Responsible Development of Alaska’s Resources
Responsible development of Alaska’s natural resources brings with it high-paying jobs. That’s what allowed Harry Crawford to raise his family here in Alaska, and it’s an opportunity that should be available to his children, and their children. This can be accomplished through three simple efforts: build our gas line now; get renewable energy projects like the Fire Island Wind Farm and the Bradley Lake Hydro Project online; and increase job training opportunities for Alaskans.
Build Our Gasline Now
The largest single undeveloped reserve of hydrocarbons in North America is the natural gas reserve on the north slope of the Brooks Range. For the past thirty-five years, we have not only not exploited this resource, but much of it has literally gone up in smoke. Harry introduced legislation in the Alaska State House to persuade oil companies to construct a gas pipeline to bring this resource to market and they resisted.
Federal loan guarantees for an Alaska natural gas pipeline
Harry believes that the federal loan guarantees are an integral part of the solution to bringing Alaska’s vast natural gas reserves to market, and that these important loan guarantees should be increased to a level that gets the job done. As Harry told the Anchorage Daily News in 2010: “The natural gas pipeline is an integral piece of Alaska’s energy and economic future and must be built to ensure the state’s fiscal stability. I would work with anyone of every political stripe to get this project moved forward. Failure is not an option.”

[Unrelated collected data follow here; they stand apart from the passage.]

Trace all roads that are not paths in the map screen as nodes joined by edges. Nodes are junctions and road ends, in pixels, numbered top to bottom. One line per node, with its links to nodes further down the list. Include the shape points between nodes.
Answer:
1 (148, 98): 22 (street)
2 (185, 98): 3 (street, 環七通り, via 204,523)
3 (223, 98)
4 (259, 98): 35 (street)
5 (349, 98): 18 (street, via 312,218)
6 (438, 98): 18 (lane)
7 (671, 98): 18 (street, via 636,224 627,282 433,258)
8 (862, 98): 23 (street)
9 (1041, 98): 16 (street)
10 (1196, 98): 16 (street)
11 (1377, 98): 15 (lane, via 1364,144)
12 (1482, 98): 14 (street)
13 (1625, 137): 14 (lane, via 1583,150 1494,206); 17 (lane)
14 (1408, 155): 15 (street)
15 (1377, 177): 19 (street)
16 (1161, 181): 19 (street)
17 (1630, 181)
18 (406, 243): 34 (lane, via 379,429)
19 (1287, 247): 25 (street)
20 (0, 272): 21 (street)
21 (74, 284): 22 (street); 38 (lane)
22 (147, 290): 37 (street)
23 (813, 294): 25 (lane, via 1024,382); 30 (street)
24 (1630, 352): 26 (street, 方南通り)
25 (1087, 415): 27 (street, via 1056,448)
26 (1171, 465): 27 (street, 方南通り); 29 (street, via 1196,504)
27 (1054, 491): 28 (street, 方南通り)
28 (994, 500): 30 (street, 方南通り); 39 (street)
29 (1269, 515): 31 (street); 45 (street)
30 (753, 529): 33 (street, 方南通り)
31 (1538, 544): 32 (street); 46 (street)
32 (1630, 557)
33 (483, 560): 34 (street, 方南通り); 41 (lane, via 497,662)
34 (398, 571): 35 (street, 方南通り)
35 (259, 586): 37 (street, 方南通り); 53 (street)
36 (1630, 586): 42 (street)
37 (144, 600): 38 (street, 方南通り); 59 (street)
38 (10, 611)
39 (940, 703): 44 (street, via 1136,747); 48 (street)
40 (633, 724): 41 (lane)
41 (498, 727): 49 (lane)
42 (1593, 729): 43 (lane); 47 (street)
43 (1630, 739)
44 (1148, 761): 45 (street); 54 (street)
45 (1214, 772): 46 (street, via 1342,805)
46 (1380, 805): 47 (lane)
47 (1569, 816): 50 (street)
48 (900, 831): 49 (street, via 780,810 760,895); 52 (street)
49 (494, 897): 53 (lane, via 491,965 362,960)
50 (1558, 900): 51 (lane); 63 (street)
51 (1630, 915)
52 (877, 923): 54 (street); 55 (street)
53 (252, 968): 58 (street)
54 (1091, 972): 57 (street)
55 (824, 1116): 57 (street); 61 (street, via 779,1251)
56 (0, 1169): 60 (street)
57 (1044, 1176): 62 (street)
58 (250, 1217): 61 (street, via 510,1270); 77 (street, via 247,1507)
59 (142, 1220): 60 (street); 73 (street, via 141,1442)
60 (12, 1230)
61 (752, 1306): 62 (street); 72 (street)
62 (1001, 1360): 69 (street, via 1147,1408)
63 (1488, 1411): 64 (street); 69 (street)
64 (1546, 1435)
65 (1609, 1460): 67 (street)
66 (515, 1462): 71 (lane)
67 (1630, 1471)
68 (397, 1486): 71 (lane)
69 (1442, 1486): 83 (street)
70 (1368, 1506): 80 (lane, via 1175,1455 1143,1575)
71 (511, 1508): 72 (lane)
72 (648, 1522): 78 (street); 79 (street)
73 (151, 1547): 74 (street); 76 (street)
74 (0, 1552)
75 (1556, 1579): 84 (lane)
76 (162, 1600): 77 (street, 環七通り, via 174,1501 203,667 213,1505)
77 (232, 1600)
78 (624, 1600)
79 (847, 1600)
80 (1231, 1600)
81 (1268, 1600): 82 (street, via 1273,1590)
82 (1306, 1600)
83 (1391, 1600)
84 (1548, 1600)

Responsible development in the Arctic National Wildlife Refuge
Harry believes that we should be allowed to responsibly develop oil & gas from the coastal plain of ANWR, and that decision should be accomplished through consensus. Harry believes that the best way to get ANWR oil & gas to market is to gather a summit of stakeholders to sit down and hammer out what each group has to have in order to reach a compromise that would allow reasonable development of oil and gas in the 1002 area. As Harry told the Anchorage Daily News in 2010: “Nobody has tried the ‘everybody wins’ approach. There are things that can be negotiated between reasonable people when all parties agree that there are mutual goals that each party can live with.”